Maia Sharp interview
November 1, 2009 by Beatweek
iProng Magazine talks with singer-songwriter Maia Sharp about the art of songwriting, her new album Echo and more…
interview by Bill Palmer
While you’ve probably heard Maia Sharp-penned songs performed by The Dixie Chicks and Bonnie Raitt and Trisha Yearwood, the songs that Maia has written for other artists don’t begin to tell her story. A singer and multi-instrumentalist in her own right, the native Southern Californian’s latest album Echo has her opening up more about herself than ever. Just home from an east coast tour, Maia and I chatted about Echo, the art of songwriting and more…
You’ve said that this is your first album where every song is the truth to some extent. Is it more of a challenge to write songs that are based in truth than it is to write songs that are fictional stories?
I didn’t consciously feel like it was more of a challenge, I just felt like that’s what really wanted to happen now. Except for the very last song on the record, The Girl On Her Way, that was a challenge because in that moment, or in those weeks that it took me to write it, it was a little too true. I knew I needed to finish it, I knew I needed to say it, and I’m so glad that I did because I’ve never felt so relieved after finishing a song, just to get it out of me, and get it off of me, really. But that one was tough cause it was so true, cause I had to face the shit was really going down, like, right now. This is what I’m feeling and it’s bringing me down and it’s making me sad, and I’ve gotta write about it. So that was more challenging because of its truth. But the other songs, it was actually a lift to be able to just think about what I actually felt and what had actually happened.

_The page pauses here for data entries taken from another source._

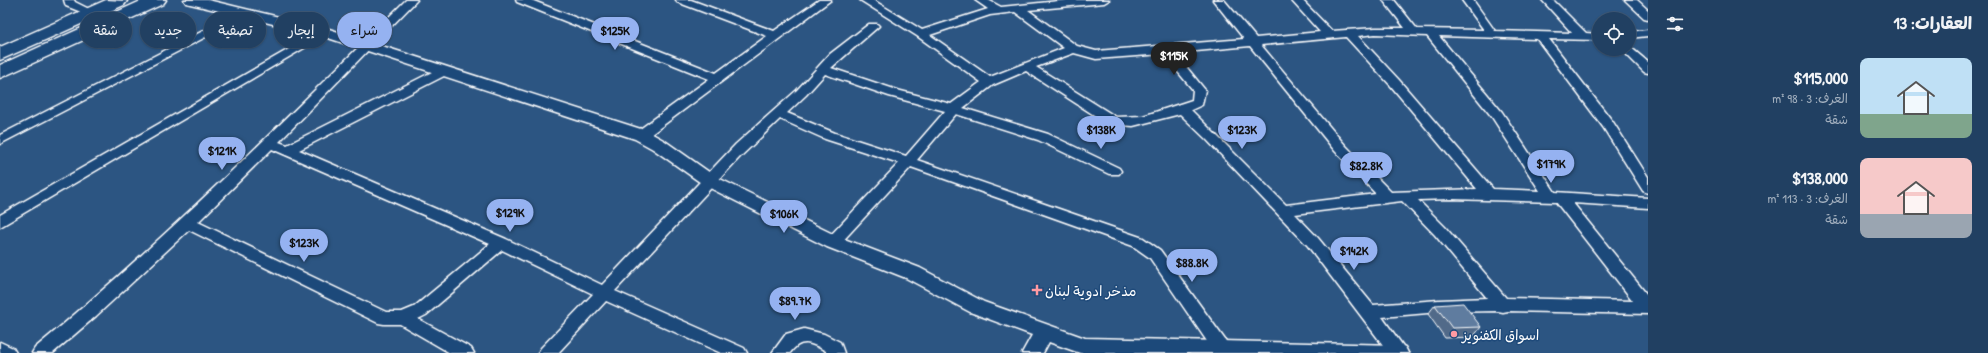 <!DOCTYPE html>
<html lang="ar">
<head>
<meta charset="utf-8">
<style>
  body { margin:0; font-family:"Patrick Hand","Playpen Sans Arabic",sans-serif; background:#294768; color:#f1f3f6; direction:rtl; height:100vh; display:flex; flex-direction:column; font-size:15px; white-space:nowrap }
  * { box-sizing:border-box; margin:0 }
  p { font-size:13px; color:#a2afbe }
  .icon { flex:none; width:22px; height:22px; fill:none; stroke:currentColor; stroke-width:2; stroke-linecap:round; stroke-linejoin:round }
  .map { position:relative; flex:1; overflow:hidden; direction:ltr }
  .panel { display:flex; flex-direction:column; background:#214062; width:340px }
  .panel>* { flex:none }
  .hud { position:absolute; left:12px; top:12px; width:380px; height:36px; direction:rtl; display:flex; gap:8px }
  .controls { position:absolute; left:1592px; top:12px; display:grid; gap:8px }
  .controls a { display:grid; place-items:center; width:44px; height:44px; border-radius:50%; background:#214062; box-shadow:0 1px 3px #0004,0 0 0 1px #3e5977; font-size:20px }
  .price { position:absolute; translate:-50% -34px; padding:0 9px; border-radius:14px; background:#95b2f1; color:#111; font-size:13px; line-height:26px; filter:drop-shadow(0 1px 2px #0008) }
  .price::after { content:''; position:absolute; left:50%; top:24px; width:12px; height:9px; margin-left:-6px; background:inherit; clip-path:polygon(0 0,100% 0,50% 100%) }
  .price.selected { background:#222; color:#fff }
  ul { padding:0; list-style:none }
  li { display:flex; align-items:center; gap:12px; height:100px; padding:0 16px }
  li span { display:grid; place-items:center; flex:none; width:112px; height:80px; border-radius:8px; color:#555 }
  li>.icon { margin-inline-start:auto }
  span .icon { width:48px; height:48px; fill:#fffc; stroke-width:1 }
  li b { font-size:17px }
  h2 { display:flex; justify-content:space-between; align-items:center; height:48px; padding:0 16px; font-size:17px }
  .tag { padding:0 14px; border-radius:18px; background:#214062; box-shadow:0 1px 3px #0004,0 0 0 1px #3e5977; font-size:14px; line-height:36px }
  .tag.selected { background:#95b2f1; color:#111 }
  main { display:flex; flex:1; min-height:0 }
  .map>svg:first-child { display:block }
  .lines { fill:none; stroke-linecap:round; stroke-linejoin:round }
  .minor-casing { stroke:#fff; stroke-width:3 }
  .tertiary-casing { stroke:#fff; stroke-width:3 }
  .trunk-casing { stroke:#fff; stroke-width:3 }
  .minor { fill:#1f4a7a; fill-rule:evenodd }
  .tertiary { fill:#1f4a7a; fill-rule:evenodd }
  .trunk { fill:#1f4a7a; fill-rule:evenodd }
  .wall { fill:#516b89; stroke:#fff }
  .building { fill:#5e7c9f; stroke:#fff }
  .poi-dot { fill:#ff9aa2; stroke:#1f4a7a; stroke-width:1.5 }
  .labels { text-anchor:middle; dominant-baseline:central; stroke-width:3; stroke-linejoin:round; paint-order:stroke }
  .poi-label { font-size:14px; fill:#fff; stroke:#1f4a7a; text-anchor:start }
</style>
</head>
<body>
<main>
<section class="panel">
<h2>العقارات: 13<svg class="icon" aria-label="filters" viewBox="0 0 24 24"><path d="M4 7h16M4 17h16"/><circle cx="9" cy="7" r="2"/><circle cx="15" cy="17" r="2"/></svg></h2>
<ul>
<li><span style="background:linear-gradient(#bfe0f5 70%,#7fa58c 0)"><svg class="icon" aria-label="home" viewBox="0 0 24 24"><path d="M3 11l9-7 9 7M6 9v11h12V9"/></svg></span><div><b>$115,000</b><p>الغرف: 3 · 98 m²</p><p>شقة</p></div></li>
<li><span style="background:linear-gradient(#f6c9c9 70%,#9aa5b1 0)"><svg class="icon" aria-label="home" viewBox="0 0 24 24"><path d="M3 11l9-7 9 7M6 9v11h12V9"/></svg></span><div><b>$138,000</b><p>الغرف: 3 · 113 m²</p><p>شقة</p></div></li>
</ul>
</section>
<div class="map">
<svg width="1648" height="353" viewBox="0 0 1648 353">
  <rect width="100%" height="100%" fill="#2c5582"/>
  <filter id="ink" filterUnits="userSpaceOnUse"><feTurbulence type="fractalNoise" baseFrequency=".025" numOctaves="2"/><feDisplacementMap in="SourceGraphic" scale="8" xChannelSelector="R" yChannelSelector="G"/><feConvolveMatrix kernelMatrix="1 2 1 2 8 2 1 2 1" color-interpolation-filters="sRGB"/></filter>
  <g filter="url(#ink)">
    <g class="lines">
      <g class="minor-casing">
        <path id="minor" d="M64 0H74L75 2 97 13 91 16 66 6Z
          M406 0H417L279 142 287 145 438 69H446L448 72 446 75 299 150 506 239 602 285 736 144 797 90 830 54 869 24H877L879 26 831 68 897 90 951 104 981 82 917 36 860 0H873L922 30 988 9 975 0H988L1001 7 1068 0H1109L1104 3 1028 10 1077 46 1096 51 1244 39 1213 0H1224L1256 38 1320 32 1291 0H1302L1332 31 1375 28H1405L1383 0H1394L1417 29 1484 30 1462 0H1473L1495 31 1572 33 1542 0H1553L1586 33 1599 34V40L1549 39 1613 122 1648 177V193L1643 191 1603 127 1537 39 1439 36 1502 112 1555 192 1648 198V208L1573 203 1648 296V314L1508 311 1503 312 1498 311 1439 312 1382 317 1408 353H1389L1308 246 1207 140 1180 114 1133 126 1108 124 1026 71 993 85 963 108 1048 134 1119 168 1121 171 1119 174H1109L1038 140 956 114 917 160 1143 238 1160 250 1228 344 1230 349 1228 353H1215L1150 258 1133 246 911 167 838 246 833 247 828 246 825 242 828 238 899 163 825 139 780 119 740 157 615 291 744 348 747 353H721L606 301 558 353H538L541 348 593 294 502 250 426 315 418 319 471 348 474 353H450L400 324H384L378 323 189 230 96 316 53 353H32L35 348C166 239 285 120 406 0ZM1015 12 1064 48 990 77 930 35 990 15ZM1375 34 1427 36 1492 117 1540 191 1493 189 1399 80 1358 36ZM1346 37 1391 86 1477 189 1391 192 1345 145 1261 45ZM1250 46 1335 151 1376 194 1286 205 1191 110 1202 105 1205 90 1175 53ZM1074 53 1096 59 1163 54 1193 90 1192 100 1143 116 1116 117 1036 67ZM825 74 889 96 945 111 906 156 835 133 787 113 806 95ZM272 149 490 244 414 307 402 312H386L198 222ZM1451 199 1556 202 1633 301 1506 298 1445 227 1418 200ZM1402 201 1435 235 1487 298 1439 300 1373 305 1318 238 1295 214Z
          M516 0H531L716 73 767 36 677 2 676 0H691L774 31 819 0H831L646 138H636L634 135 636 132 709 79 517 2Z
          M1625 0H1637L1648 10V19L1644 18Z
          M244 10 250 13 248 15 0 144V135Z
          M324 29 330 32 328 34 0 227V215Z
          M1648 30V36L1629 38V32Z
          M1629 46 1648 62V73L1644 72 1621 49H1629Z
          M804 329 824 334 840 342 844 353H826V351C812 343 801 337 790 353H772L786 334Z
          M0 342 13 348 16 353H0Z"/>
      </g>
      <g class="tertiary-casing">
        <path id="tertiary" d="M184 0H208L329 29 647 131 665 141 716 177 839 237 920 268 984 302 1085 338 1398 345 1405 347 1408 353H1080L1049 342 1043 353H1022L1032 335 970 312 906 278 827 247 704 185 653 149 635 139 319 35 186 3Z"/>
      </g>
      <g class="trunk-casing">
        <path id="trunk" d="M106 0 127 1 124 5 0 60V47Z
          M143 0H166L163 4 0 78V65Z"/>
      </g>
      <use href="#minor" class="minor"/>
      <use href="#tertiary" class="tertiary"/>
      <use href="#trunk" class="trunk"/>
    </g>
    <path class="wall" d="M1435 305 1481 327 1473 337 1445 338 1428 314Z"/>
    <path class="building" d="M1463 303 1481 327 1452 328 1435 305Z"/>
  </g>
  <g class="poi-dot">
    <path d="M1035 284h4v4h4v4h-4v4h-4v-4h-4v-4h4z"/>
    <circle cx="1454" cy="334" r="4"/>
  </g>
  <g class="labels">
    <g class="poi-label">
      <text x="1045" y="290">مذخر ادوية لبنان</text>
      <text x="1462" y="334">اسواق الكفنويز</text>
    </g>
  </g>
</svg>
<div class="controls">
<a><svg class="icon" aria-label="locate" viewBox="0 0 24 24"><circle cx="12" cy="12" r="6"/><path d="M12 2v4M12 18v4M2 12h4M18 12h4"/></svg></a>
</div>
<b class="price" style="left:615px;top:51px">$125K</b>
<b class="price selected" style="left:1174px;top:76px">$115K</b>
<b class="price" style="left:1101px;top:150px">$138K</b>
<b class="price" style="left:1242px;top:150px">$123K</b>
<b class="price" style="left:222px;top:171px">$121K</b>
<b class="price" style="left:1551px;top:184px">$179K</b>
<b class="price" style="left:1366px;top:186px">$82.8K</b>
<b class="price" style="left:510px;top:233px">$129K</b>
<b class="price" style="left:784px;top:234px">$106K</b>
<b class="price" style="left:304px;top:263px">$123K</b>
<b class="price" style="left:1354px;top:271px">$142K</b>
<b class="price" style="left:1192px;top:283px">$88.8K</b>
<b class="price" style="left:795px;top:321px">$89.7K</b>
<div class="hud">
<a class="tag selected">شراء</a>
<a class="tag">إيجار</a>
<a class="tag">تصفية</a>
<a class="tag">جديد</a>
<a class="tag">شقة</a>
</div>
</div>
</main>
</body>
</html> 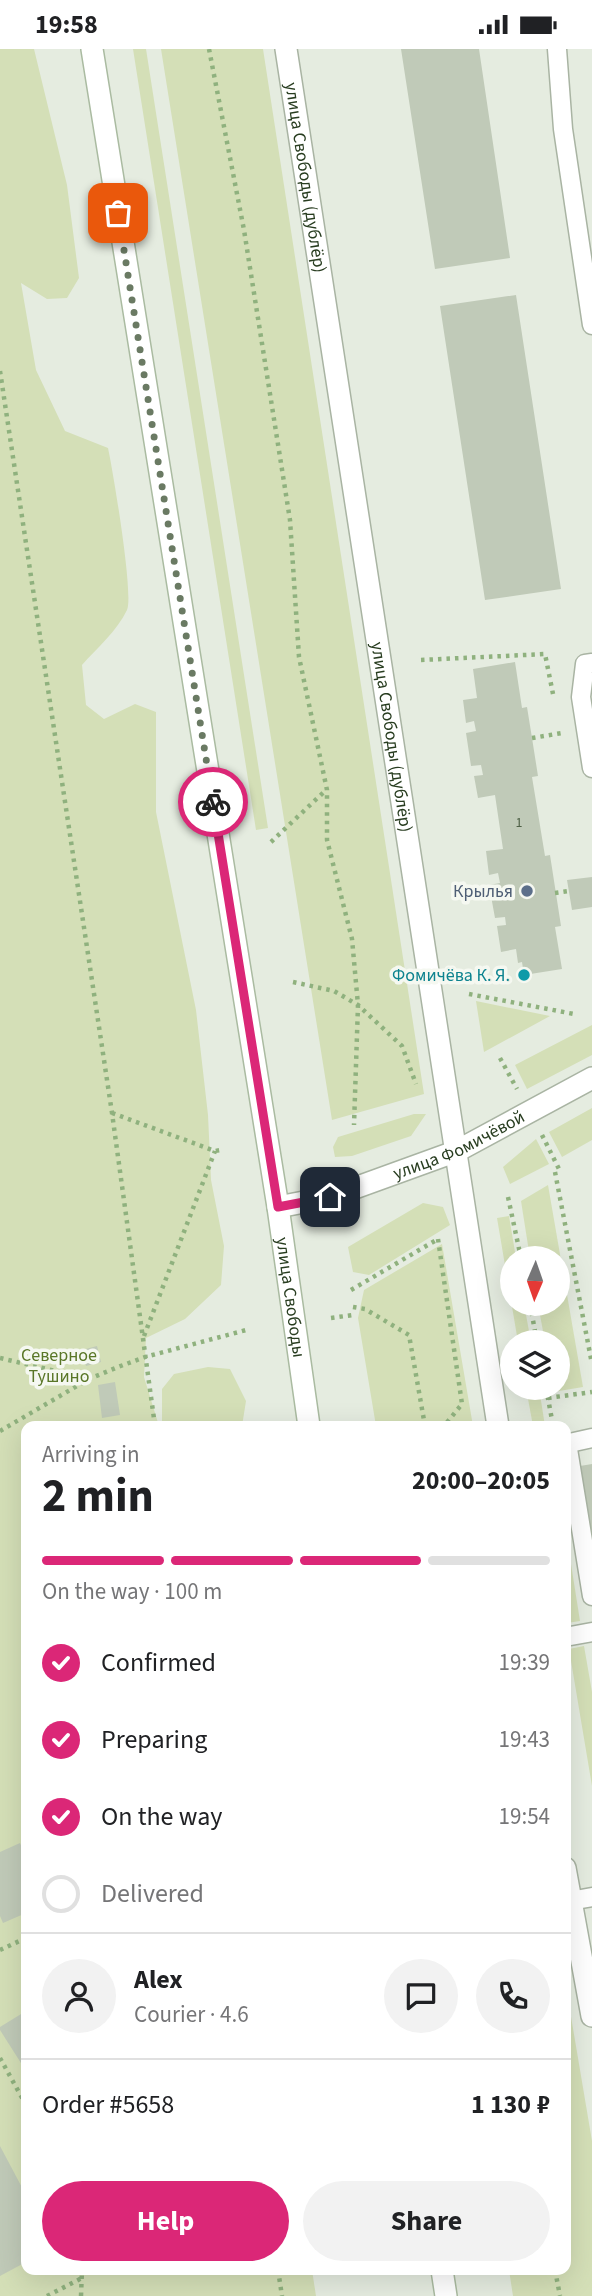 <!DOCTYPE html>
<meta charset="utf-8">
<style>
body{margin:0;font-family:"Source Sans 3",sans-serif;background:#f2f2f2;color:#202124;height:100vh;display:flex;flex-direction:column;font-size:26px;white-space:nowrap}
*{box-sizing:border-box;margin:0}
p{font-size:23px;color:#757577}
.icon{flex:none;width:38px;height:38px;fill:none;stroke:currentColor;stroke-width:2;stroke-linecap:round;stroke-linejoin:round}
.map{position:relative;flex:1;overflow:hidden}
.side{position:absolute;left:21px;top:1372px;width:550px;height:854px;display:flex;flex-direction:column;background:#fff;border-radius:14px;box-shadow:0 7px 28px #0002}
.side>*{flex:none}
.needle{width:46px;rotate:182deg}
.buttons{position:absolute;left:500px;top:1197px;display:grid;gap:14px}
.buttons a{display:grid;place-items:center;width:70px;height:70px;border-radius:50%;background:#fff;box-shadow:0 7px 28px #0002;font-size:35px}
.pin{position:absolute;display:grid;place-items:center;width:60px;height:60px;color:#fff;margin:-30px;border-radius:14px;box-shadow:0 4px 10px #0006}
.courier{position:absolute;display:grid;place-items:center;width:70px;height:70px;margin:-35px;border:5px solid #db2777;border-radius:50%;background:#fff;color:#222;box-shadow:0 2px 9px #0007}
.overview em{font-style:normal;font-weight:700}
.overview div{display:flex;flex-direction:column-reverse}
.overview{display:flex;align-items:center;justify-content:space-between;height:119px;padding:0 21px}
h1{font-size:46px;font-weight:700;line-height:52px}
.bar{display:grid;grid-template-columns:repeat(4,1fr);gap:10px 7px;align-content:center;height:84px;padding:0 21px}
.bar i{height:9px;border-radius:5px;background:#e0e0e0}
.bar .selected{background:#db2777}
.bar p{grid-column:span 4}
.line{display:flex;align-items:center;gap:18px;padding:0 21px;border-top:2px solid #e0e0e0}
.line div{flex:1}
.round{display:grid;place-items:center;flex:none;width:74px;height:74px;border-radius:37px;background:#f2f2f2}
ol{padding:0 21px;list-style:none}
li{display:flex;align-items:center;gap:21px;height:77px}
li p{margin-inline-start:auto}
li .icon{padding:7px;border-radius:50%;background:#db2777;color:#fff;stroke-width:4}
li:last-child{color:#757577}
li i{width:38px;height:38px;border:4px solid #e0e0e0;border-radius:50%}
.button{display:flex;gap:14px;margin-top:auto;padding:14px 21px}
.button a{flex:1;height:80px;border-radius:42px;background:#db2777;color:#fff;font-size:28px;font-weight:700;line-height:80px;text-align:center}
.button a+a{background:#f2f2f2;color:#202124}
.status{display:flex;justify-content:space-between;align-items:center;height:49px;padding:0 35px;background:#fff;direction:ltr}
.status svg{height:19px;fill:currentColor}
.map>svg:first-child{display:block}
.green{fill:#d4dfb7}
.building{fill:#c0cab8}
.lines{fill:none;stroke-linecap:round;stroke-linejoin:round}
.service-casing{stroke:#a9b4a3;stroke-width:21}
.minor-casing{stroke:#a9b4a3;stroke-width:24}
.tertiary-casing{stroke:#a9b4a3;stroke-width:24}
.secondary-casing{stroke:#aabba1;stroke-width:24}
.path{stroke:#8fb17e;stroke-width:4.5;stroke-dasharray:3.5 5;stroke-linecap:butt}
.service{stroke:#fff;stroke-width:18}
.minor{stroke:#fff;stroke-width:21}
.tertiary{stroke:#fff;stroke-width:21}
.secondary{stroke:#fff;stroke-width:21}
.done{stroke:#6a7a63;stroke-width:7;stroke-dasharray:0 12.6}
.route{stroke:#db2777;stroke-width:9}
.service-dot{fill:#5c6f8a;stroke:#f5f8f1;stroke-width:2.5}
.culture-dot{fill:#0f9aa8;stroke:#f5f8f1;stroke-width:2.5}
.labels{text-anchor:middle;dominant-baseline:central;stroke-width:7;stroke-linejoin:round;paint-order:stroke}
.number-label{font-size:14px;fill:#4e6046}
.street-label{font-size:18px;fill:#283d20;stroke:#f5f8f1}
.service-label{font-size:18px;fill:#4e5e75;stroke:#f5f8f1;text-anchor:end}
.culture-label{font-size:18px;fill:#0d838f;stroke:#f5f8f1;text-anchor:end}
.park-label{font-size:18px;fill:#597627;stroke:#f5f8f1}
</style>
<div class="status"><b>19:58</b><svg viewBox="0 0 49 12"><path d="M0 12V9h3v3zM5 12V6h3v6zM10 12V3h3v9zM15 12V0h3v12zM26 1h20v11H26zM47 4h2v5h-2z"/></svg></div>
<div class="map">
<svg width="592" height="2247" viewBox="0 0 592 2247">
<rect width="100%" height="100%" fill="#e5ece0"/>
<path class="green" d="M0,0H34L67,136L79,229L67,249L47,250L21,234L36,321L65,382L108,399C113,422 134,547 127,561C117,582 97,599 82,616L86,656L104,670L135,655L156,663V763L196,961L208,1066L211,1131L224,1197L221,1236L185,1270L146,1289L144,1328L159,1377H26V2221H312L316,2247H0Z
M133,0H146L268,779L256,781Z
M161,0H263L424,1045L332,1071Z
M476,952L550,967L484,1003Z
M592,976V1006L527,1040L515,1016Z
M592,1059V1091L562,1108L549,1083Z
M414,1065H426L411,1087L352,1107L335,1108L333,1098L338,1088Z
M536,1090L549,1115L510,1135L503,1118Z
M548,1136L583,1338L553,1343V1339H558V1293H545L538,1255H558V1209H530L521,1152Z
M423,1154L443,1158L450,1176L369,1226L353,1223L348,1198Z
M509,1167L516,1209H513V1255H524L531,1293H518L497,1169Z
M442,1195L473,1377H376L358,1269L364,1241Z
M208,1318L230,1320L246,1352L242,1377H162V1340L174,1325Z
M526,1339H539L545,1377H533Z
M565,1477L580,1572L567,1574L565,1563Z
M584,1597L592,1643V1737L569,1600Z
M565,1932L592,2092V2247H513L509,2221H565Z"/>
<path class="building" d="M401,0H479L510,209L435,220Z
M516,246L561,540L485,551L440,257Z
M515,613L522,659L527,658L532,689L538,727L532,728L545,807L550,806L561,877L555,878L562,920L524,926L522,913L518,914L516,900L501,903L497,877L506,876L505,868L495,869L489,836L500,834L498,824L489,826L486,802L503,800L495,746L478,749L474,727L483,726L481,716L471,717L466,684L476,682L474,672L466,674L463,651L477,649L473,620Z
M592,828V858L572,861L567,831Z
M97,1297L101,1313L86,1317L82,1301Z
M115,1333L120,1366L102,1369L98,1336Z
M592,1415V1481H591L580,1417Z
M20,1794L26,1808V1864L3,1874L0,1867V1803Z
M26,1962V2022L0,1981V1978Z
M0,2097L26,2146V2213L0,2227Z"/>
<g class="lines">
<defs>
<path id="service" d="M557,0L563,80L592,276
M592,614L585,615L581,648L592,719
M567,1394L592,1547
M565,1395L592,1389
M565,1588L592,1583
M570,1852L592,1848"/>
<g id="minor">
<path id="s1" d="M286,0L498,1377"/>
<path d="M565,1819L592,1967"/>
</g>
<g id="tertiary">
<path id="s2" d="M278,1158L330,1148L457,1102L592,1029"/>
</g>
<g id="secondary">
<path id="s3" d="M92,0L278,1158L309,1377"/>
<path d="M442,2221L446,2247"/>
</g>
</defs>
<use href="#service" class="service-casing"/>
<use href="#minor" class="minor-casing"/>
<use href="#tertiary" class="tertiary-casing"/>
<use href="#secondary" class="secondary-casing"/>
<path class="path" d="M209,0L244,181L290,471L299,608L327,741V791L352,890L358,956L354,1076
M0,322L112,1064L155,1377
M421,611L545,605L554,650
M532,689L562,684
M271,793L326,741
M555,844L569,842
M293,933L334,942L358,956L402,997L416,1035
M469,945L574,965
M500,1009L517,1040
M112,1064L215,1102L221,1101
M542,1086L559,1120
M555,1123L592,1315
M508,1148L521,1209
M438,1190L462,1355L444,1377
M351,1241L438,1190
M530,1255L537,1293
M353,1258L365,1260L409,1286L425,1377
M331,1269L353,1266
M144,1287L215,1102
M0,1309L89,1330
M546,1339L553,1376
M548,1349L592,1343
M0,1382L89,1330L118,1318L145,1308L250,1280
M0,1901L26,1889
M0,2009L26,2056
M278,2221L282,2247
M555,2221L560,2247
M47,2247L82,2229
M81,2247L82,2221"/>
<use href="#service" class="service"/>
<use href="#minor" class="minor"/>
<use href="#tertiary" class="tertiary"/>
<use href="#secondary" class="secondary"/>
</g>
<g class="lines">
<path class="done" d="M118,164L213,753"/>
<path class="route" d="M213,753L278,1158L330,1148"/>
</g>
<circle class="service-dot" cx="527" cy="842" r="7"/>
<circle class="culture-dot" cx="524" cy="926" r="7"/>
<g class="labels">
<g class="number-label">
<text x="519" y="774">1</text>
</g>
<g class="street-label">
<text stroke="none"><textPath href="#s1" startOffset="130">улица Свободы (дублёр)</textPath></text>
<text stroke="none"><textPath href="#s1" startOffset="696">улица Свободы (дублёр)</textPath></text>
<text stroke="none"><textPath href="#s2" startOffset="192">улица Фомичёвой</textPath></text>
<text stroke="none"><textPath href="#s3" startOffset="1264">улица Свободы</textPath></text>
</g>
<g class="service-label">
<text x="513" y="842">Крылья</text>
</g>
<g class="culture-label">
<text x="510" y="926">Фомичёва К. Я.</text>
</g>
<g class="park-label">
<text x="59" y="1306">Северное<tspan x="59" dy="21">Тушино</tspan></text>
</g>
</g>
</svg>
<div class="buttons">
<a><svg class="needle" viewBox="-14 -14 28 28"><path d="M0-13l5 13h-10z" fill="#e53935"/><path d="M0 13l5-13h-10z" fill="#757577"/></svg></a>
<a><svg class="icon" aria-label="layers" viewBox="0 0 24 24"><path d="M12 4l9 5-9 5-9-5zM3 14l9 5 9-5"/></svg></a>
</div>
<div class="pin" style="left:118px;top:164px;background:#ea580c"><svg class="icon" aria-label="bag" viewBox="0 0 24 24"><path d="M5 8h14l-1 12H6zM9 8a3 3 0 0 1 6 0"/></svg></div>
<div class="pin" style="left:330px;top:1148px;background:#1f2937"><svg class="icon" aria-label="home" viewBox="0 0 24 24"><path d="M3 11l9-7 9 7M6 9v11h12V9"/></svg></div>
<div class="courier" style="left:213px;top:753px"><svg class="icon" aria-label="bike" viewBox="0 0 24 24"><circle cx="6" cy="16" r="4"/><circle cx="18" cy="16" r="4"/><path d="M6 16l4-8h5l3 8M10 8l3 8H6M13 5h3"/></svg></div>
<section class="side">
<div class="overview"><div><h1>2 min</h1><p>Arriving in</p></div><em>20:00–20:05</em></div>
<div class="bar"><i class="selected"></i><i class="selected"></i><i class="selected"></i><i></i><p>On the way · 100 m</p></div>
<ol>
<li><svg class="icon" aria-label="check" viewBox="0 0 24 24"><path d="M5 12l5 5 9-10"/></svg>Confirmed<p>19:39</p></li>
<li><svg class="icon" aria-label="check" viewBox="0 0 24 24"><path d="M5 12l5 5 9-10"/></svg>Preparing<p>19:43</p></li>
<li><svg class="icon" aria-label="check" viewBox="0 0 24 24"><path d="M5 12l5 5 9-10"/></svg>On the way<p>19:54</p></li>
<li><i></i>Delivered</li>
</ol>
<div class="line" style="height:126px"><a class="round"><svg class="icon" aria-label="person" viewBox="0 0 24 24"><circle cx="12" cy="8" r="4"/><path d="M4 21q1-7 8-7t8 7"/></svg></a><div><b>Alex</b><p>Courier · 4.6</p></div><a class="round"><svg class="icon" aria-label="chat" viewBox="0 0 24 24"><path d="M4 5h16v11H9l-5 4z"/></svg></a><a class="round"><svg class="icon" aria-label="phone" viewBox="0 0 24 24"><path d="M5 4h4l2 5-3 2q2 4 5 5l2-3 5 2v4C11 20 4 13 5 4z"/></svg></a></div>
<div class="line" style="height:91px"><div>Order #5658</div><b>1 130 ₽</b></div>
<div class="button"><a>Help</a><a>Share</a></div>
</section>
</div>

And I’m not ragging on the past stuff, cause I love to craft a story and I love to just see a nuance and try to make a story out of it, or observe something in friends or family, or have a couple lines that sing well and rhyme and lead to something fresh, you know? I’m all for that. Just for this album, for some reason, they all have some or a lot of truth in them.
You write a lot of songs for your own use, and you write a lot of songs that other artists end up using. Is it a different approach when you’re writing for yourself vs. writing for others? Or do you even always know, when you’re writing it, who it’s going to end up being for?
Absolutely do not. I never have. In fact I’ve had three publishing deals where they’re like, “Okay, so and so’s looking, and they’re looking for something like this. Faith Hill’s looking and she wants something that sounds like this song, or blah blah blah.” I have never once landed anything like that, where I’m writing for the assignment. It hasn’t ever found a home where I was shooting for, where I thought it would. So I finally just learned to write, and then if I love it and I feel a connection to it, maybe some other artist will, and that’s the way it happens.
Like I never thought that the Dixie Chicks would ever want Home, you know? My publisher thought of that. He pitched them Home, and I was like, really? Okay. I mean it’s just this little acoustic thing, and are they really gonna go for that? And they did. It’s like okay, dude, I’m out of it, don’t even listen to me anymore (laughs). Crooked Crown, on the Bonnie Raitt [album], I never would have thought she wanted to sing that lyric, that she felt that, that she would do some twisty-ass C-alt everything chord. That she felt that, that she wanted to do that? Never would have thought.
The story about how you ended up doing the vocals on Bonnie’s album is almost as random too.
Well the first time I sang with her it was because she really liked what was on the recordings that she had heard of the songs that she ended up putting on her album. She really liked the demos, she liked those harmonies, so she asked me to come in and sing on the album. The second time she asked me to come in and sing, it was just totally random. She was doing this one song for a film, it was a movie called Lucky You with Drew Barrymore.
She needed a high harmony like that night, and called me, and it was the only 911 voicemail I’ve ever gotten on my phone, and it was Bonnie. “I need a high harmony, where are you, are you even in town?”
You basically had Hollywood at your back door growing up. As an outsider you would look at that and think that it would make it easier for you to have gotten your feet wet in the industry growing up because it was right there on your back porch, as opposed to someone who moved out there from Alabama. Did that turn out to actually be the case?
Well I don’t know. It would be impossible to compare. I remember not really hopping the hill very often. I went to elementary school, junior high, high school, even went to college in the valley and I didn’t get over the hill until I started to play out. I don’t know that playing LA, playing Hollywood, I don’t know that that is always such an advantage. It’s such a saturated market. I’ve lived here thirty-four years, and I make a point not to play my own hometown more than like twice a year, cause it needs to be a big event. You’ve kind of got to save it up. It’s not like I can just willy-nilly play whenever I think about it in LA. There’s so much happening here, there’s so many choices that people have every night, you’ve gotta make a deal of it.